Individuals can reduce the risk of infection by limiting exposure to risk factors.
HIV AIDS continues to be a major global public health issue, having claimed almost 33 million lives so far. However, with increasing access to effective HIV prevention, diagnosis, treatment and care, including for opportunistic infections, HIV infection has become a manageable chronic health condition, enabling people living with HIV to lead long and healthy lives. Due to gaps in HIV services, 690,000 people died from HIV-related causes in 2019 and 1.7 million people were newly infected. Key population groups and their sexual partners accounted for over 60 percent of all new HIV infections globally among the age group of 15-49 years in 2019. These groups accounted for over 95 percent of new HIV infections.
AIDS is defined by the development of certain cancers, infections or other severe long term clinical manifestations. Because of immunodeficiency, HIV results in increased susceptibility to a wide range of infections, cancers and other diseases. The most advanced stage of HIV infection is acquired immune deficiency syndrome (AIDS). HIV can be diagnosed through rapid diagnostic tests that can provide same-day results. Rapid test and self-tests have greatly facilitated diagnosis, treatment and care.
Symptoms of HIV vary depending on the stage of infection. Though people living with HIV tend to be most infectious in the first few months after being infected, many are unaware of their status until the later stages. In the first few weeks after initial infection people may experience no symptoms or an influenza-like illness including fever, headache, rash or sore throat. As the infection progressively weakens the immune system, they can develop other signs and symptoms, such as swollen lymph nodes, weight loss, fever, diarrhea and cough. Without treatment, they could also develop into severe illnesses such as tuberculosis (TB), cryptococcal meningitis, severe bacterial infections, and cancers such as lymphomas and Kaposi's sarcoma.

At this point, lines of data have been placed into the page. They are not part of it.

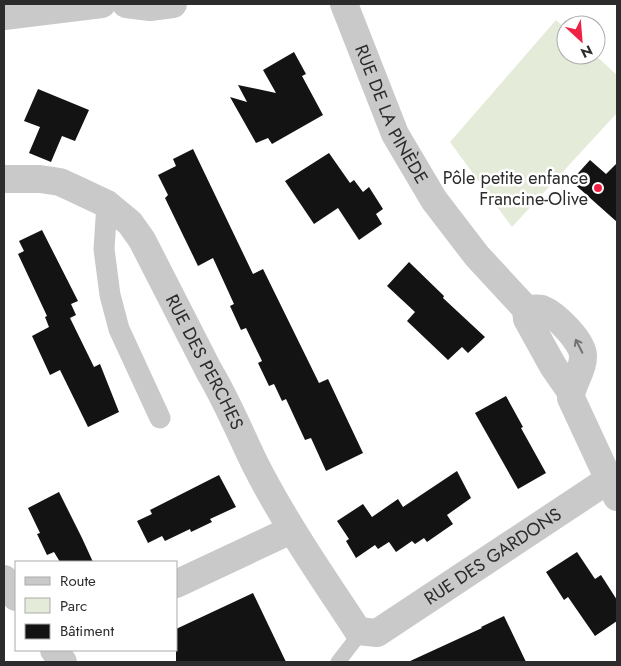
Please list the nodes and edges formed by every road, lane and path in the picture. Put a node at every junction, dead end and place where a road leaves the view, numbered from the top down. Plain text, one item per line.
1 (102, 4) edge
2 (126, 4) edge
3 (173, 4) edge
4 (344, 4) edge
5 (4, 16) edge
6 (4, 179) edge
7 (107, 204) junction
8 (160, 418) dead end
9 (613, 488) edge
10 (291, 530) junction
11 (4, 579) edge
12 (178, 583) edge
13 (15, 596) edge
14 (370, 632) junction
15 (55, 651) edge
16 (63, 662) edge
17 (338, 662) edge

1 - 5 street
2 - 3 street
4 - 9 street, RUE DE LA PINÈDE
6 - 7 street, RUE DES PERCHES
7 - 8 street
7 - 10 street, RUE DES PERCHES
9 - 14 street, RUE DES GARDONS
10 - 12 street
10 - 14 street, RUE DES PERCHES
11 - 13 street
14 - 17 lane
15 - 16 street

HIV is found in blood, genital fluid (semen, vaginal fluids,) cerebrospinal fluid, amniotic fluid, ascitic fluid and breast milk. It can be transmitted in any of three ways: Through unprotected and unsafe sexual contact with an infected person, through blood and blood products (blood transfusion, organ transplant, sharing of needles, needle stick injury, tattoos) and from infected mother to baby before or during birth or through breast-feeding.
Having unprotected anal or vaginal sex, having sexually transmitted infection (STI), sharing contaminated needles, syringes and other injecting equipment and drug solutions when injecting drugs, receiving unsafe injections, blood transfusions and tissue transplantation, and medical procedures that involve unsterile cutting or piercing among others could put individuals to the risks of HIV infection. Ordinary day-to-day contact such as kissing, hugging, shaking hands, or sharing personal objects, food or water, however, do not expose individuals to infection risks.

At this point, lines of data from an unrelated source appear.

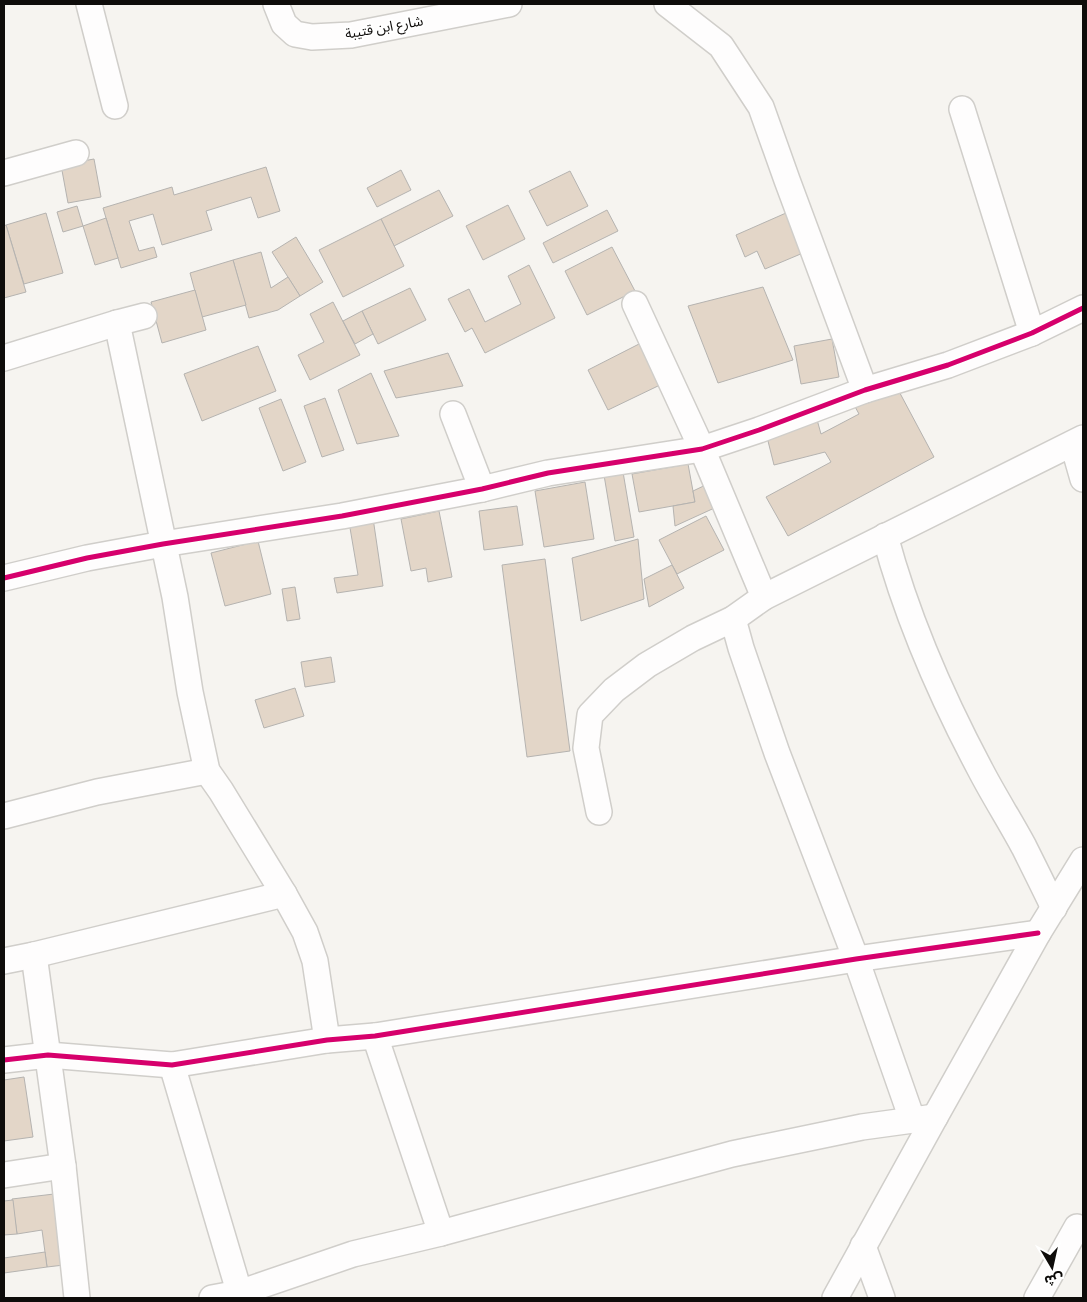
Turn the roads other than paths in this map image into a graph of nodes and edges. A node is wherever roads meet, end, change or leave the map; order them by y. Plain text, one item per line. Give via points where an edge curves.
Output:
1 (89, 4) edge
2 (276, 4) edge
3 (509, 4) edge
4 (667, 4) edge
5 (115, 106) dead end
6 (962, 109) dead end
7 (76, 153) dead end
8 (4, 173) edge
9 (635, 304) dead end
10 (1083, 308) edge
11 (144, 316) dead end
12 (117, 323) junction
13 (1032, 333) junction
14 (4, 358) edge
15 (865, 390) junction
16 (453, 414) dead end
17 (1078, 441) edge
18 (702, 449) junction
19 (1083, 479) edge
20 (482, 489) junction
21 (885, 536) junction
22 (164, 544) junction
23 (4, 578) edge
24 (764, 597) junction
25 (733, 619) junction
26 (207, 772) junction
27 (600, 812) dead end
28 (4, 816) edge
29 (1083, 860) edge
30 (284, 894) junction
31 (1054, 908) junction
32 (1038, 933) junction
33 (34, 955) junction
34 (856, 959) junction
35 (4, 961) edge
36 (375, 1036) junction
37 (327, 1040) junction
38 (48, 1056) junction
39 (4, 1060) edge
40 (172, 1065) junction
41 (923, 1118) junction
42 (63, 1166) junction
43 (4, 1175) edge
44 (1081, 1225) edge
45 (441, 1233) junction
46 (863, 1246) junction
47 (240, 1295) edge
48 (77, 1298) edge
49 (212, 1298) edge
50 (835, 1298) edge
51 (882, 1298) edge
52 (1037, 1298) edge

1 - 5 street
2 - 3 street, شارع ابن قتيبة via 284,24 295,34 312,37 351,35
4 - 15 street via 721,46 762,107
6 - 13 street
7 - 8 street
9 - 18 street
10 - 13 street
11 - 12 street
12 - 14 street
12 - 22 street
13 - 15 street via 948,365
15 - 18 street
16 - 20 street
17 - 19 street
17 - 21 street
18 - 20 street via 548,473
18 - 24 street
20 - 22 street via 342,516
21 - 24 street
21 - 31 street via 916,631 942,692
22 - 23 street
22 - 26 street
24 - 25 street
25 - 27 street via 647,665 614,690 590,716 586,748
25 - 34 street via 777,753
26 - 28 street via 97,792
26 - 30 street
29 - 31 street
30 - 33 street
30 - 37 street via 305,932 315,961
31 - 32 street
32 - 34 street
32 - 41 street
33 - 35 street
33 - 38 street
34 - 36 street
34 - 41 street
36 - 37 street
36 - 45 street
37 - 40 street
38 - 39 street
38 - 40 street
38 - 42 street
40 - 47 street
41 - 45 street via 732,1154
41 - 46 street
42 - 43 street
42 - 48 street
44 - 52 street
45 - 47 street via 353,1254
46 - 50 street
46 - 51 street
47 - 49 street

The WHO defines key populations as people who are at increased HIV risk in all countries and regions. Key populations include men who have sex with men, people who inject drugs, people in prisons and other closed settings, sex workers and their clients and transgender people. In addition, a range of other populations—such as adolescent girls and young women in southern and eastern Africa and indigenous peoples in some communities—may be particularly vulnerable, and at increased risk of HIV infection.
Increased HIV vulnerability is often associated with legal and social factors, which increases exposure to risk situations and creates barriers to accessing effective, quality and affordable HIV prevention, testing and treatment services.
There is no cure for HIV infection. However, effective antiretroviral drugs can control the virus and help prevent onward transmission. At the end of 2019, an estimated 81 percent people living with HIV knew their status—67 percent were receiving antiretroviral therapy and 59 percent had achieved suppression of the HIV virus with no risk of infecting others.
Individuals can reduce the risk of infection by limiting exposure to risk factors. Key approaches for HIV prevention include use of condom (male and female), testing and counseling for HIV and STIs, voluntary medical male circumcision, and harm reduction for people who inject and use drugs among others. Correct and consistent use of male and female condoms during vaginal or anal penetration can protect. Evidence shows that male latex condoms when used consistently have an 85 percent or greater protective effect against HIV and other STIs. The 69th World Health Assembly endorsed “Global health sector strategy on HIV for 2016–2021”. The strategy includes five strategic directions that guide priority actions by countries and by WHO over six years. The strategic directions are information for focused action, interventions for impact, delivering for equity, financing for sustainability and innovation for acceleration.